FDA requires manufacturers to add folic acid to standard enriched grain products to help reduce the risk of neural tube defects. Folate occurs naturally in dark green leafy vegetables, beef liver, avocado, papaya, orange juice, eggs, beans, and nuts. Possible symptoms of folate deficiency may include headache, heart palpitations, irritability, sores on the tongue or in the mouth, and changes in skin, hair, or nails.
FDA recommends that women increase their folate intake and take folic acid supplements every day before becoming pregnant and during pregnancy. Other groups that may need extra folate include people with alcohol use disorders, celiac disease, conditions that interfere with nutrient absorption
People should not take more than 1,000 mcg of folic acid per day.
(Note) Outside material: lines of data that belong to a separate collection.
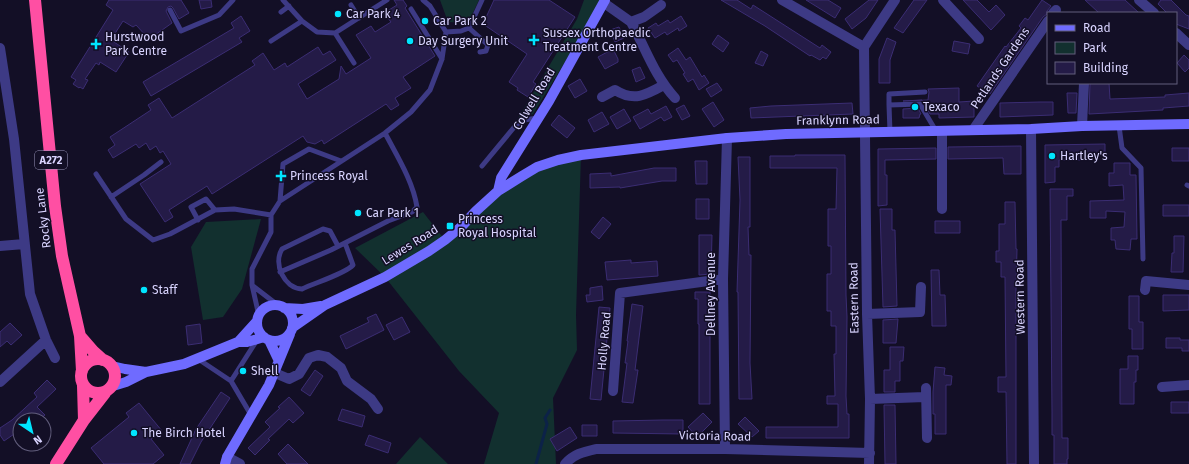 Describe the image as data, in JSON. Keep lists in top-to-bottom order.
{
  "streets": {
    "highway": ["A272", "Rocky Lane"],
    "main road": ["Colwell Road", "Franklynn Road", "Lewes Road"],
    "street": [
      "Petlands Gardens",
      "Dellney Avenue",
      "Western Road",
      "Eastern Road",
      "Holly Road",
      "Victoria Road"
    ]
  },
  "crossings": [
    ["Petlands Gardens", "Franklynn Road"],
    ["Colwell Road", "Franklynn Road"],
    ["Colwell Road", "Lewes Road"],
    ["Franklynn Road", "Lewes Road"],
    ["Franklynn Road", "Dellney Avenue"],
    ["Franklynn Road", "Western Road"],
    ["Franklynn Road", "Eastern Road"],
    ["Dellney Avenue", "Holly Road"],
    ["Dellney Avenue", "Victoria Road"],
    ["Eastern Road", "Victoria Road"]
  ],
  "places": {
    "other": [
      "Car Park 4",
      "Car Park 2",
      "Day Surgery Unit",
      "Texaco",
      "Hartley's",
      "Car Park 1",
      "Staff",
      "Shell",
      "The Birch Hotel"
    ],
    "health": ["Sussex Orthopaedic Treatment Centre", "Hurstwood Park Centre", "Princess Royal"],
    "transit": ["Princess Royal Hospital"]
  },
  "legend": ["Road", "Park", "Building"],
  "north": "bottom right"
} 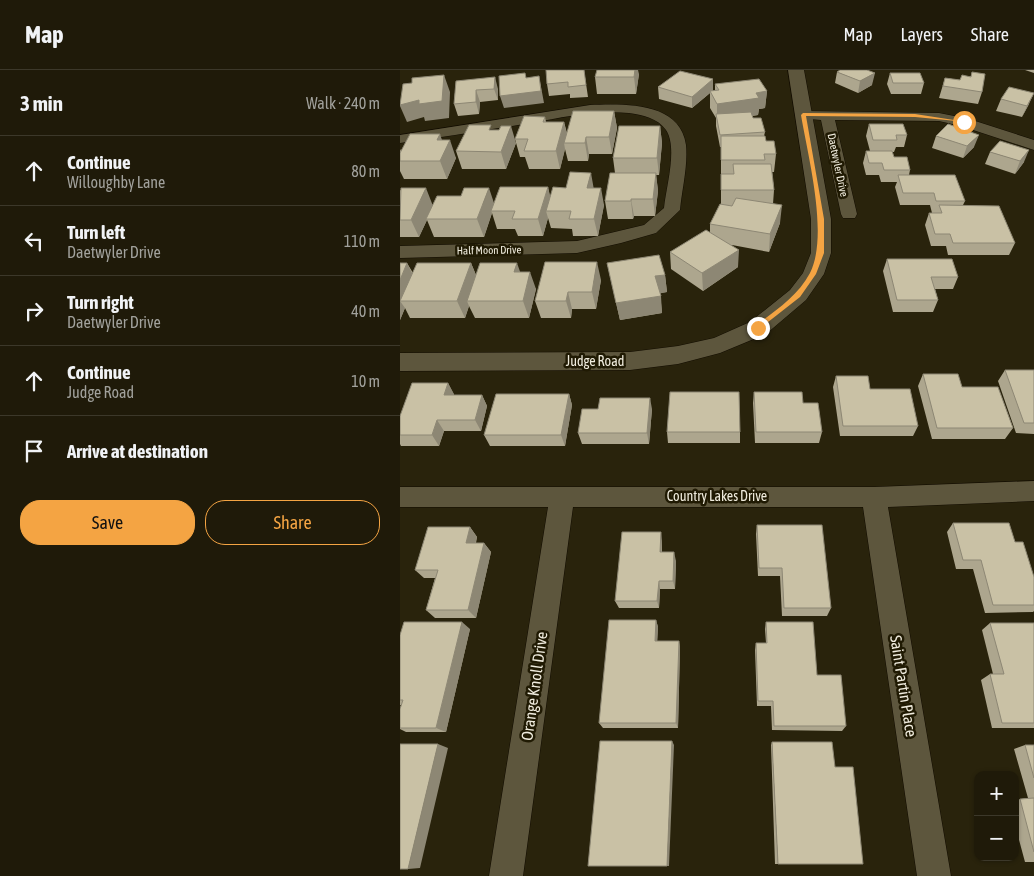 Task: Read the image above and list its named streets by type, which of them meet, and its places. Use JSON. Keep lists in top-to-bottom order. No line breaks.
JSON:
{"streets":{"street":["Daetwyler Drive","Half Moon Drive","Judge Road","Country Lakes Drive","Orange Knoll Drive","Saint Partin Place"]},"crossings":[["Daetwyler Drive","Judge Road"],["Country Lakes Drive","Orange Knoll Drive"],["Country Lakes Drive","Saint Partin Place"]],"page":{"header":"Map","nav":["Map","Layers","Share"],"heading":["3 min","Walk · 240 m"],"list":[["Continue","Willoughby Lane","80 m"],["Turn left","Daetwyler Drive","110 m"],["Turn right","Daetwyler Drive","40 m"],["Continue","Judge Road","10 m"],"Arrive at destination"],"buttons":["Save","Share"],"map_buttons":["+","−"]}} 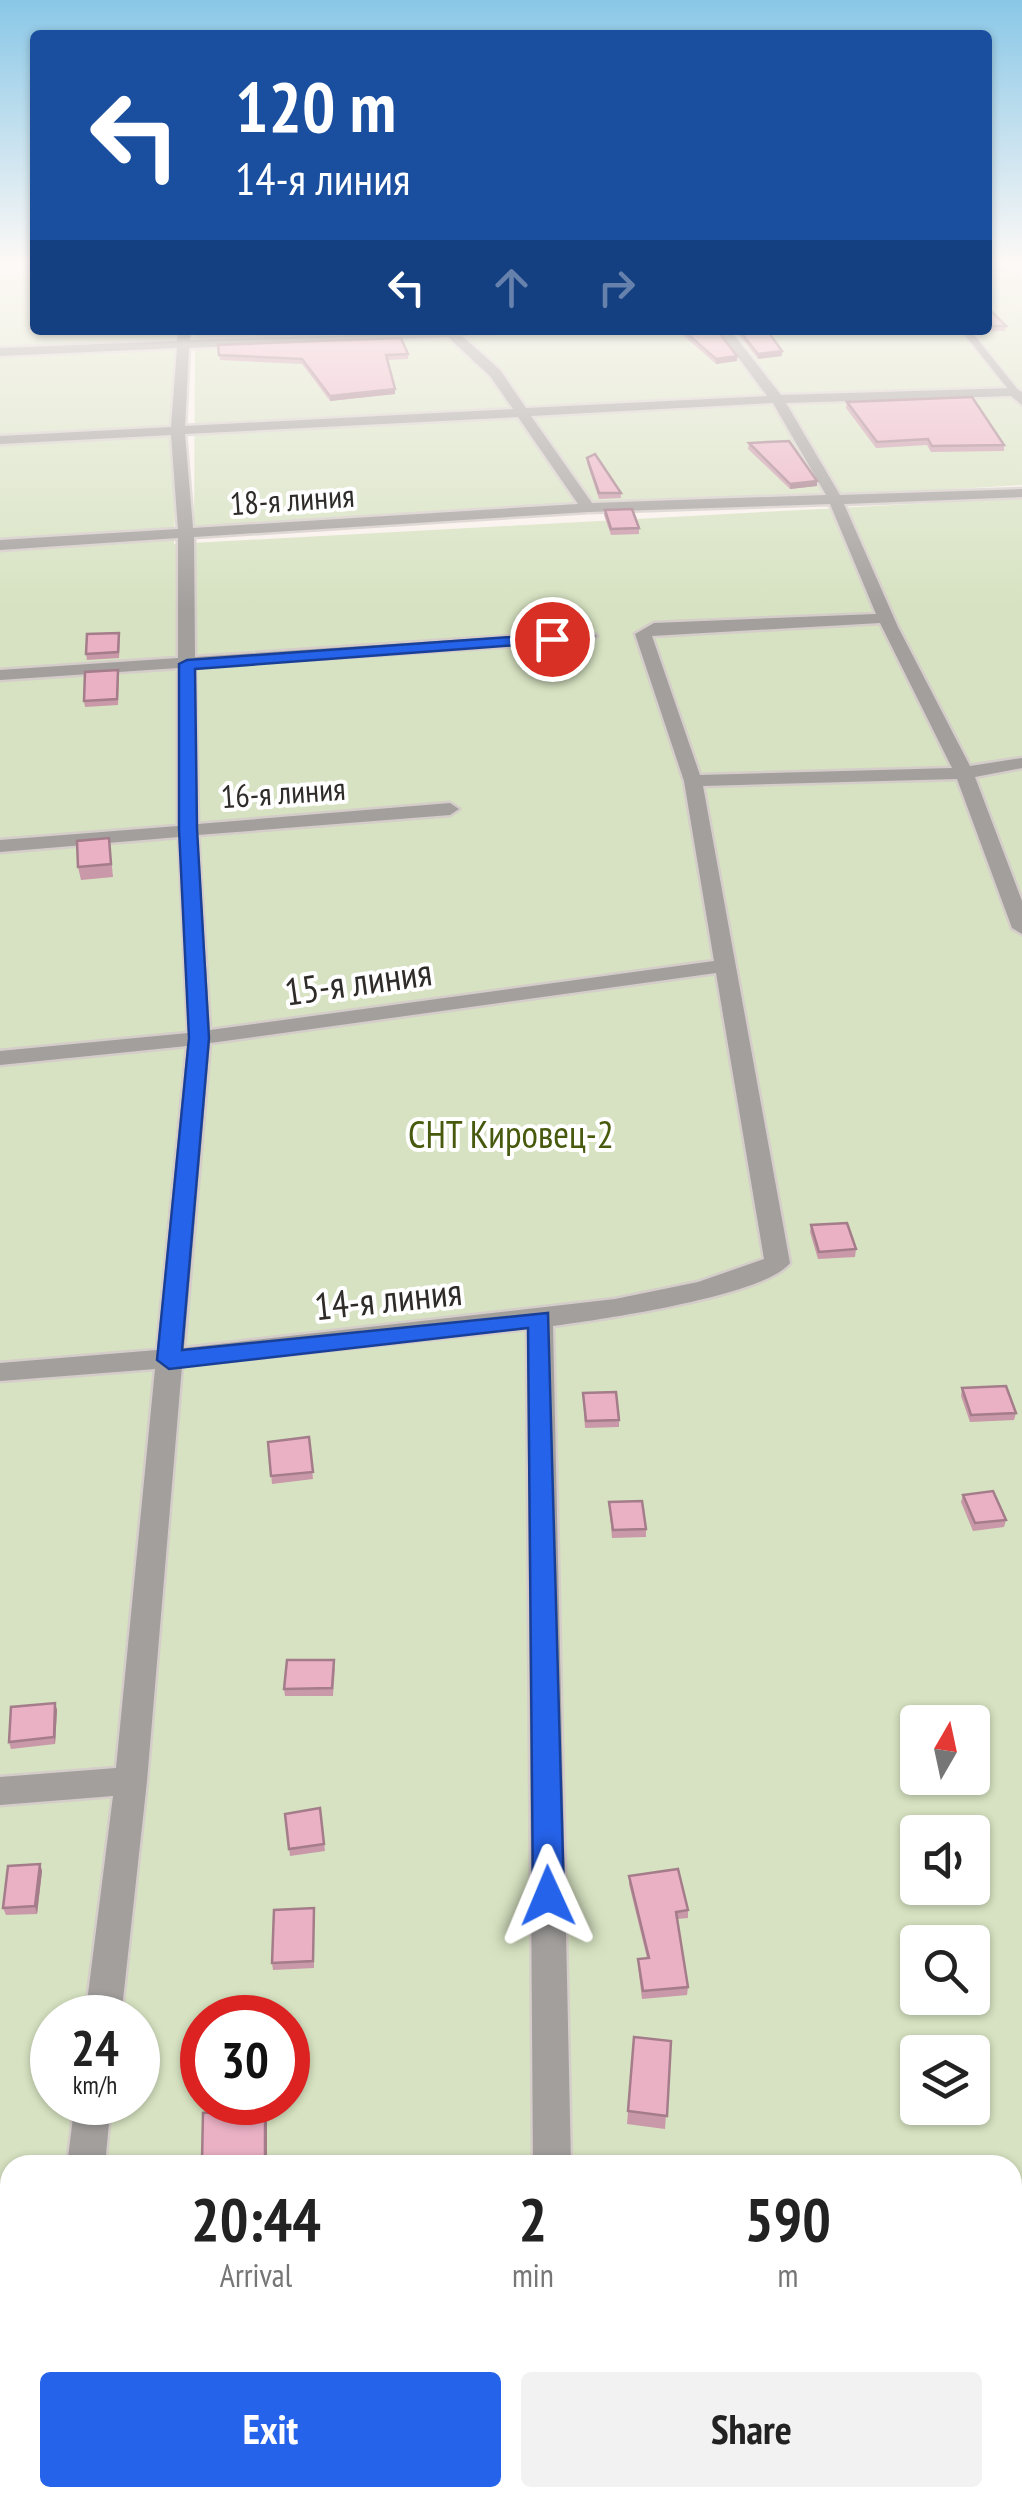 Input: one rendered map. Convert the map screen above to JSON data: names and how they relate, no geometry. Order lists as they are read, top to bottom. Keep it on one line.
{"streets":{"street":["18-я линия","16-я линия","15-я линия","14-я линия"]},"crossings":[["15-я линия","14-я линия"]],"parks":["СНТ Кировец-2"],"north":"top","page":{"turn":["120 m","14-я линия"],"speed":"24 km/h","limit":"30","eta":["20:44","Arrival","2","min","590","m"],"buttons":["Exit","Share"]}} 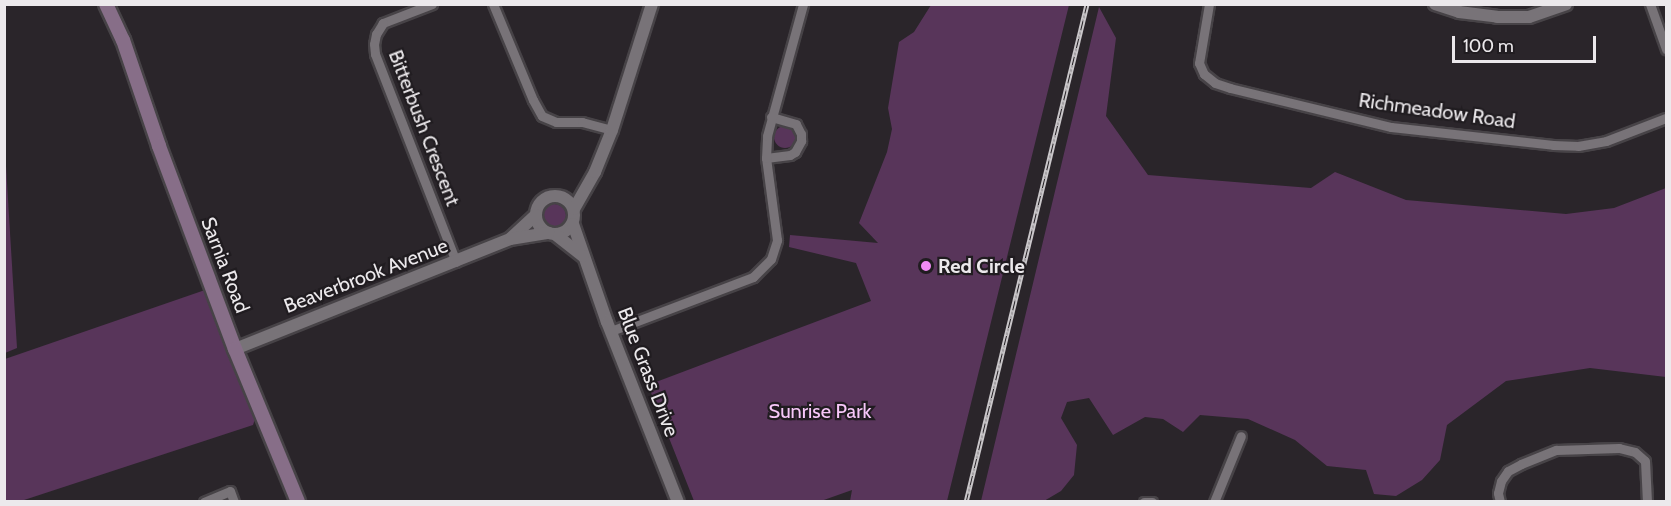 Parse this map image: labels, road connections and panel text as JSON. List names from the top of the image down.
{
  "streets": {
    "main road": ["Sarnia Road"],
    "street": [
      "Richmeadow Road",
      "Bitterbush Crescent",
      "Beaverbrook Avenue",
      "Blue Grass Drive"
    ]
  },
  "crossings": [
    ["Bitterbush Crescent", "Beaverbrook Avenue"],
    ["Sarnia Road", "Beaverbrook Avenue"],
    ["Beaverbrook Avenue", "Blue Grass Drive"]
  ],
  "parks": ["Sunrise Park"],
  "places": ["Red Circle"],
  "scale_bar": "100 m"
} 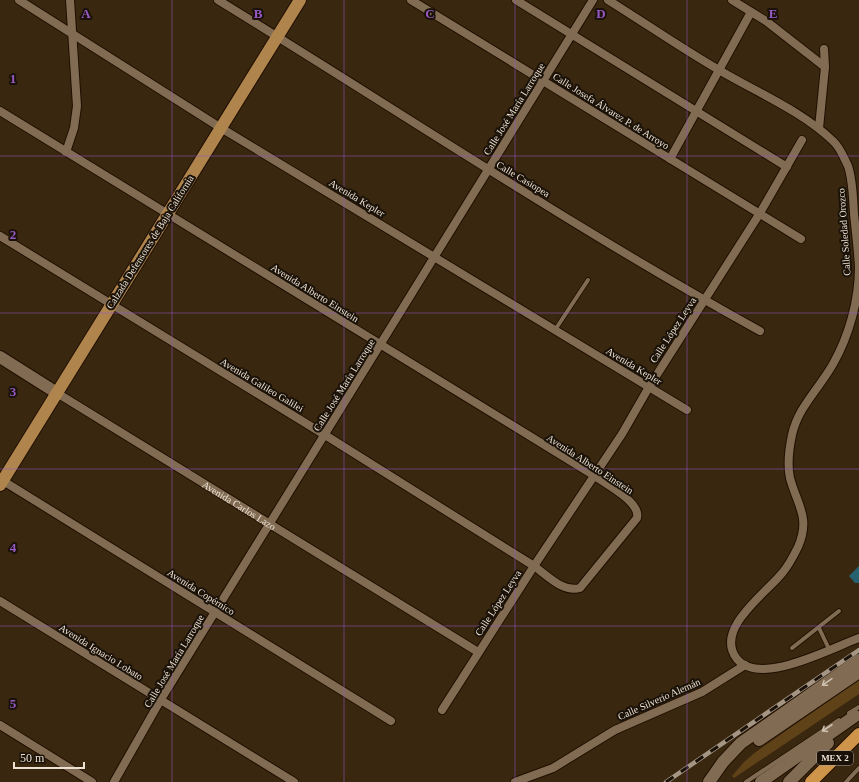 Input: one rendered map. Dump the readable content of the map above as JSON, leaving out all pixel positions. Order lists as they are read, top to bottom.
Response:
{
  "streets": {
    "highway": ["MEX 2"],
    "main road": ["Calzada Defensores de Baja California", "Avenida Carlos Lazo"],
    "street": [
      "Calle José María Larroque",
      "Calle Josefa Álvarez P. de Arroyo",
      "Calle Casiopea",
      "Avenida Kepler",
      "Calle Soledad Orozco",
      "Avenida Alberto Einstein",
      "Calle López Leyva",
      "Avenida Galileo Galilei",
      "Avenida Copérnico",
      "Avenida Ignacio Lobato",
      "Calle Silverio Alemán"
    ]
  },
  "crossings": [
    ["Calle José María Larroque", "Calle Josefa Álvarez P. de Arroyo"],
    ["Calle José María Larroque", "Calle Casiopea"],
    ["Calle José María Larroque", "Avenida Kepler"],
    ["Calle José María Larroque", "Avenida Alberto Einstein"],
    ["Calle José María Larroque", "Avenida Galileo Galilei"],
    ["Calle José María Larroque", "Avenida Carlos Lazo"],
    ["Calle José María Larroque", "Avenida Copérnico"],
    ["Calle José María Larroque", "Avenida Ignacio Lobato"],
    ["Calle Josefa Álvarez P. de Arroyo", "Calle López Leyva"],
    ["Calle Casiopea", "Calzada Defensores de Baja California"],
    ["Calle Casiopea", "Calle López Leyva"],
    ["Avenida Kepler", "Calzada Defensores de Baja California"],
    ["Avenida Kepler", "Calle López Leyva"],
    ["Calle Soledad Orozco", "Calle Silverio Alemán"],
    ["Calzada Defensores de Baja California", "Avenida Alberto Einstein"],
    ["Calzada Defensores de Baja California", "Avenida Galileo Galilei"],
    ["Calzada Defensores de Baja California", "Avenida Carlos Lazo"],
    ["Calzada Defensores de Baja California", "Avenida Copérnico"],
    ["Avenida Alberto Einstein", "Calle López Leyva"],
    ["Avenida Alberto Einstein", "Avenida Galileo Galilei"],
    ["Calle López Leyva", "Avenida Galileo Galilei"],
    ["Calle López Leyva", "Avenida Carlos Lazo"]
  ],
  "scale_bar": "50 m",
  "grid": {
    "columns": [
      "A",
      "B",
      "C",
      "D",
      "E"
    ],
    "rows": [
      "1",
      "2",
      "3",
      "4",
      "5"
    ]
  }
}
Drinking more than this may mask symptoms of vitamin B-12 deficiency.

Folate tự nhiên xuất hiện trong rau lá xanh đậm, gan bò, trái bơ, đu đủ, nước cam, trứng, đậu, quả hạch
Folate tự nhiên xuất hiện trong rau lá xanh đậm, gan bò, trái bơ, đu đủ, nước cam, trứng, đậu, quả hạch

9. Vitamin B-12

Vitamin B-12 contains the mineral cobalt and is sometimes called “cobalamin”. The body uses vitamin B-12 to make new red blood cells, DNA synthesis, brain and nerve function, fat and protein metabolism
Vitamin B-12 occurs naturally in animal products such as oysters, beef liver, salmon, beef, milk and yogurt. People who don't eat animal products may need to get vitamin B-12 from supplements or fortified foods like breakfast cereals and nutritional yeast.
Vitamin B-12 deficiency often causes a condition called giant cell anemia. Symptoms of vitamin B-12 deficiency can include fatigue, weight loss, constipation, loss of appetite, numbness and tingling in the hands and feet, memory problems, depression
People with Risk factors for B-12 deficiency include people with conditions that interfere with nutrient absorption, the elderly, people with celiac disease, Crohn's disease, people who have had gastrectomy or gastric bypass surgery. Vegetarians, vegans, and those who are pregnant or breastfeeding may also need extra vitamin B-12.
Each of the B vitamins has unique functions, but they depend on each other for proper absorption and best health benefits. Eating a healthy, varied diet will usually provide all the B vitamins your body needs. We can treat and prevent vitamin B deficiency by enhancing our diet with vitamin-rich foods or taking vitamin supplements. Check with your doctor before taking any supplements to be sure they won't interact with medications.
Although the vitamin B groups have many roles in the development of the body, before using you should consult a professional doctor instead of taking it yourself.
Vinmec International General Hospital is a reputable and quality medical facility that you can trust to visit when you have any health problems or need more advice on nutrition. With a team of highly qualified doctors and modern equipment and facilities, customers will have the best experience from service to examination and treatment.